We know for a fact that there are more than enough excellent lesson plans, ideas, knowledge and experiences out there in the teaching community to go around. And we know that the struggles we face as individuals extend far beyond our own classroom and school. If us teachers can’t stomach helping each other, who else can we bank on to have our backs?
We need school cultures of collaboration over competition.
During my time in London, I got the opportunity to work for the free-from ice cream company, Mama Dolce. Outside of learning about copywriting, branding and life in the startup world, one thing that really stayed with me was the whole culture of collaboration. And I’m not just talking about within the company. In fact, all of the articles I wrote for Mama Dolce were created through collaborations with other companies, entrepreneurs and Subject Matter Experts (SMEs).
I thought the business world was the pinnacle of competition. Turns out my way of thinking was a little outdated.
‘Collaboration over competition’ at Mama Dolce involved working with companies with similar values like sustainability, other entrepreneurs from ethnic minority groups and a range of SMEs in the food and manufacturing industries. Rather than keeping to ourselves, we shared knowledge, skills and resources between us.

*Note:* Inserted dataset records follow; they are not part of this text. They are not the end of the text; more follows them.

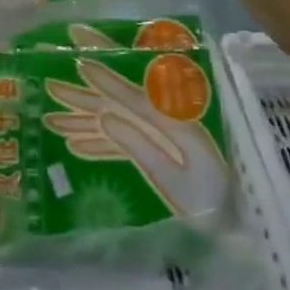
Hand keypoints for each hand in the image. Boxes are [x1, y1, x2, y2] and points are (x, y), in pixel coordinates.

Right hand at [44, 56, 228, 223]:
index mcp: (173, 120)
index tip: (79, 62)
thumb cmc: (213, 204)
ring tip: (51, 118)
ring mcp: (156, 138)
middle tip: (49, 81)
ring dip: (83, 119)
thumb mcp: (179, 180)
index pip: (132, 94)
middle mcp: (162, 121)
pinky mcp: (155, 155)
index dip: (104, 77)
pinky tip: (73, 145)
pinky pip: (121, 144)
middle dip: (82, 94)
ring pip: (113, 121)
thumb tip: (105, 120)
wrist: (239, 227)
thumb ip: (142, 148)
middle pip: (116, 102)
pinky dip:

This meant that we were able to create better quality content, founded in experience and research. Additionally, with access to multiple platforms and audiences, we could get that content out to a much wider group of people through social channels, emails and so on. Not to mention, it made the startup path much less daunting, knowing that there were others in the same boat who could relate to the struggle and offer support.
So though we may be led to believe that competition is what gives us the edge, it can actually be the ability to collaborate that brings out something bigger and better.
I challenge you to let go of the competitive nature that is ingrained in our societies and be open to seeing things another way. I know that it takes two to tango but we all know the power of modelling when it comes to our teaching - so let’s be those role models to our colleagues. Let’s make collaboration something so good that everyone wants in.
Because we all benefit. And we all feel better for it.
Share that lesson plan. Make an extra copy of that resource. Lend a hand on that wall display. Suggest another idea. Listen, learn and apply new knowledge. Create the coolest celebration of learning day that any of you have ever done. The opportunities to collaborate are endless.
Once collaboration over competition is woven into our school cultures, who knows just what a force Team Teachers could unleash?
I know I want to be there when it does.
Be purposeful teachers
Who are in control
And know they’ve done enough.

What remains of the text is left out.